To me, mathematical theorems have a strange sense magical realism as Gabriel Márquez delivered in his masterpiece of a hundred years of solitude. Mathematical theorems are often stated in a plain tone, simple and seemingly unremarkable. But so many of them has transformed our understanding of the universe. From Newton’s formulation of calculus (or Leibniz, depends on your perspective), to Schrödinger picture for quantum mechanics, each discovery accompanied great shifts in our understanding of the universe. In this case, Gödel had left us with a true dilemma:
As much as we hope that to be consistent, we may never be able to prove its consistency, and we shall hope is that we can never prove that it is consistent.
Why does it even matter to be consistent? To answer this question, I will take the following example from Undefined Behavior:
Considering the following two statement –
A. No pig can fly.
B. Some pigs can fly.
Those two statements are complimentary and mutually exclusive, which means that in a consistent formal system, one and only one of them must be true. But for a inconsistent formal system, they can be both true. Using Boolean notation:
B = NOT A
Now consider a third statement –
C. Unicorn exists.
We know that A is True, so C or A is True.
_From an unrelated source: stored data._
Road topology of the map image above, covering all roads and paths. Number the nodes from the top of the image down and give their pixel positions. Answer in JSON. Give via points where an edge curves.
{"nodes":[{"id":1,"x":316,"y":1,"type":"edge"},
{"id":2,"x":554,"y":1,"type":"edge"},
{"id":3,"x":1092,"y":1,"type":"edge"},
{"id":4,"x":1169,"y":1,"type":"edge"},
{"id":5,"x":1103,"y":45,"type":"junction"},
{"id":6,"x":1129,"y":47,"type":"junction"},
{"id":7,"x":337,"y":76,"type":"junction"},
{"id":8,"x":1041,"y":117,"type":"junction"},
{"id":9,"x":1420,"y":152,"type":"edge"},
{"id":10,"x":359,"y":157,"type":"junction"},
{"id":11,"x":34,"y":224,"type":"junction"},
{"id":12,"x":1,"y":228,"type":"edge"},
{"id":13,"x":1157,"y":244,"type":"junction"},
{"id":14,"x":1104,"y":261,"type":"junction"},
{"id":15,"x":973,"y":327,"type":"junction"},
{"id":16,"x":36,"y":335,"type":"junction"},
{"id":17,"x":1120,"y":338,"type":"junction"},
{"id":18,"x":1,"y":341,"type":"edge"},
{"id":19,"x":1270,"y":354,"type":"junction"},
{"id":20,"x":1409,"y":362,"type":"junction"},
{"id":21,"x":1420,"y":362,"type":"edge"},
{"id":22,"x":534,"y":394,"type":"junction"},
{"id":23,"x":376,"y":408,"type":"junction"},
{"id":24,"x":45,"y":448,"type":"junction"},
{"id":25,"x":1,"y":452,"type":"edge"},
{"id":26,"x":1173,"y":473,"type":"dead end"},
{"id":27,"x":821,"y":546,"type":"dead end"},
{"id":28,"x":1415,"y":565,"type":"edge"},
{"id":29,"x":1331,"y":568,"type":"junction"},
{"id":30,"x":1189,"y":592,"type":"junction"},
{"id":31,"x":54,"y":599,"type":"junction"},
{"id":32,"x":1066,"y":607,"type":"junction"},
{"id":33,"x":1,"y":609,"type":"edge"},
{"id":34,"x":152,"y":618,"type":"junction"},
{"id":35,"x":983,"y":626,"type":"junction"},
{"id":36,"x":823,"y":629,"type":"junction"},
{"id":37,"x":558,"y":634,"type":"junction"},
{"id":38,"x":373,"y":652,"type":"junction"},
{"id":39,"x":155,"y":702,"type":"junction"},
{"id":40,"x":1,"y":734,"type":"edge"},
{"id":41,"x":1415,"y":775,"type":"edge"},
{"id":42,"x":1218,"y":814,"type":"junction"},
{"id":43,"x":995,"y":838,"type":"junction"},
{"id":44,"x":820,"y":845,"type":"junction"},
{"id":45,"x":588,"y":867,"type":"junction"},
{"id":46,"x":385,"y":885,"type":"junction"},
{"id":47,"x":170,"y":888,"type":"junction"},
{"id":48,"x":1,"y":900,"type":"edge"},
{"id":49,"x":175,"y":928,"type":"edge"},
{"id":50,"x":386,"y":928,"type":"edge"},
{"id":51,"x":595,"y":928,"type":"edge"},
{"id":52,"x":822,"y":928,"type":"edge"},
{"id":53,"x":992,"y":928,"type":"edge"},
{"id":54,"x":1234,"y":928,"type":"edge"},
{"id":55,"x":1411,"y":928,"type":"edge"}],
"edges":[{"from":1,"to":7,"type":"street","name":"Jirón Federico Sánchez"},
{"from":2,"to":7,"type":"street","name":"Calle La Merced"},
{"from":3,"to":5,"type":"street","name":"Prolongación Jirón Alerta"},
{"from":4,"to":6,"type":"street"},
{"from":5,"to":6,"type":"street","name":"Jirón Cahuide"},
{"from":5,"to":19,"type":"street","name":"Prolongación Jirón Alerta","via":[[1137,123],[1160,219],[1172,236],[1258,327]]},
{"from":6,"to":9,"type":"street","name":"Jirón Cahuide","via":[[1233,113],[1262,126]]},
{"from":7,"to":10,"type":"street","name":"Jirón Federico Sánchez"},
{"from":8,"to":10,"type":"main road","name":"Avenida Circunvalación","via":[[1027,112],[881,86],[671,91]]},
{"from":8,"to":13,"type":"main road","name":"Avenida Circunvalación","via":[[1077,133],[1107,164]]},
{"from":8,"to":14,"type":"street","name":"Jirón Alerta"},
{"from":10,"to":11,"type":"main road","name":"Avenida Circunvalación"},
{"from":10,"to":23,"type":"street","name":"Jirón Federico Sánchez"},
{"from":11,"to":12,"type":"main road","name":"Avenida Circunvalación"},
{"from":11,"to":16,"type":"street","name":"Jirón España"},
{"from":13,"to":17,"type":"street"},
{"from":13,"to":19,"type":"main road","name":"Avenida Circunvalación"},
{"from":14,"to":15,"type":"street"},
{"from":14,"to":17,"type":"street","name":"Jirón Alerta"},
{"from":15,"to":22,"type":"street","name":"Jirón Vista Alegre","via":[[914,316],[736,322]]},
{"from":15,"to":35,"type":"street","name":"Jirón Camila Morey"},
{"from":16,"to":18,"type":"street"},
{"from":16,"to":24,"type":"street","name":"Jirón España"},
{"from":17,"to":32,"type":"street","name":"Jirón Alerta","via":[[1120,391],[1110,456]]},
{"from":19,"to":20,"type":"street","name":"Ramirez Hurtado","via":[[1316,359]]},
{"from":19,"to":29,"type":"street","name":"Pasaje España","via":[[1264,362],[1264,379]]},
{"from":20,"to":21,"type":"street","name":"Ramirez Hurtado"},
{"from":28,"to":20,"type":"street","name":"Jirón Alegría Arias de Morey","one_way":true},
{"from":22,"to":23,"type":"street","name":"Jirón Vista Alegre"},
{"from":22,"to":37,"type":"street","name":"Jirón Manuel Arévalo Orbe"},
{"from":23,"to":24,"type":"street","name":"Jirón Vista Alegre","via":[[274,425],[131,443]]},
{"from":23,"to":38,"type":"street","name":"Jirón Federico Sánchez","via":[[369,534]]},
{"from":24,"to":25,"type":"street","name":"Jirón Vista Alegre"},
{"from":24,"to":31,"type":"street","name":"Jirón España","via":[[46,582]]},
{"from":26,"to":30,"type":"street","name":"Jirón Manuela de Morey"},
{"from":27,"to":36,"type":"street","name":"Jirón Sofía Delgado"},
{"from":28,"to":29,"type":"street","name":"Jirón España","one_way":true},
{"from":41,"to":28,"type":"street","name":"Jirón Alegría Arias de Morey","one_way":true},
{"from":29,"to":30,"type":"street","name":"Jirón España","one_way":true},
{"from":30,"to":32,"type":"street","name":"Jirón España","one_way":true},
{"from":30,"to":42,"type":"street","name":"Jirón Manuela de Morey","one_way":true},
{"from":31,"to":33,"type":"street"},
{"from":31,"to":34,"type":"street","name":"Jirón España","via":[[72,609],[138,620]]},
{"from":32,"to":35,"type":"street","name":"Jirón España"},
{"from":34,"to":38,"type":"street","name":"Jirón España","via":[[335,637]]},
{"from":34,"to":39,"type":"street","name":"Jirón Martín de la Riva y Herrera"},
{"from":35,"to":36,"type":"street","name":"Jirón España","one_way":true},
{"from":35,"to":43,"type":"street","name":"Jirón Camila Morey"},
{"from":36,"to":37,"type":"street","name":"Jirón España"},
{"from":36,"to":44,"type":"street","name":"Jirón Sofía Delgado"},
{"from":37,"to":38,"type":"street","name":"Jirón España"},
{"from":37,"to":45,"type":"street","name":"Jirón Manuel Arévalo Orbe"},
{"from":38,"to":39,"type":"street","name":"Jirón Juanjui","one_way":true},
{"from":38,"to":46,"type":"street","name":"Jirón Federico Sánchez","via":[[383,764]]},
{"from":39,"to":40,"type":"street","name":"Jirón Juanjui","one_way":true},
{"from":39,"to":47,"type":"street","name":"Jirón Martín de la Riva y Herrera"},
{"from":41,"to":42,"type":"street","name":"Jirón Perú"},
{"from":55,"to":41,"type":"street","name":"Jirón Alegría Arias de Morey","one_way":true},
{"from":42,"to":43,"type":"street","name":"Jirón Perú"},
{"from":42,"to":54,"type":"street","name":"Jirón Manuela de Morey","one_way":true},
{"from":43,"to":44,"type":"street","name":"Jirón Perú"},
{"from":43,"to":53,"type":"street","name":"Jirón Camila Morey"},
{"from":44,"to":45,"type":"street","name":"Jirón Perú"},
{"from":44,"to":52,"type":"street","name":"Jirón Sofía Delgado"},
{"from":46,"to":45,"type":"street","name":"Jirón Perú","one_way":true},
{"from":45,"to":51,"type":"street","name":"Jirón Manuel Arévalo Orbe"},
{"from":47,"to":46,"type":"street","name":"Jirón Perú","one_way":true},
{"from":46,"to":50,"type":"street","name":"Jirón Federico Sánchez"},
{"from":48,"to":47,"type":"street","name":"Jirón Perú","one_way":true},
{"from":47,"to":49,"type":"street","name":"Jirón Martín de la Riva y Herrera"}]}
Because B (NOT A) is True, combining with the fact C or A is True, C must be True.
This strange logic algebra has lead us to conclude the existence of unicorn using the facts about pigs’ ability to fly. This example is constructed to be absurd to demonstrate how easy it is for us make conclusions when we are inconsistent.
In a world where Orwell’s pig is right, that “all animals are equal, but some are more equal than the others”, everything is true. But also, nothing is true.
So, let us hope, for our own sake, that we are consistent in our values and beliefs even though we might never find it out.
The end of man is knowledge, but there is one thing he can’t know. He can’t know whether knowledge will save him or kill him.
― Robert Penn Warren, All the King’s Men
RhaPsoDySea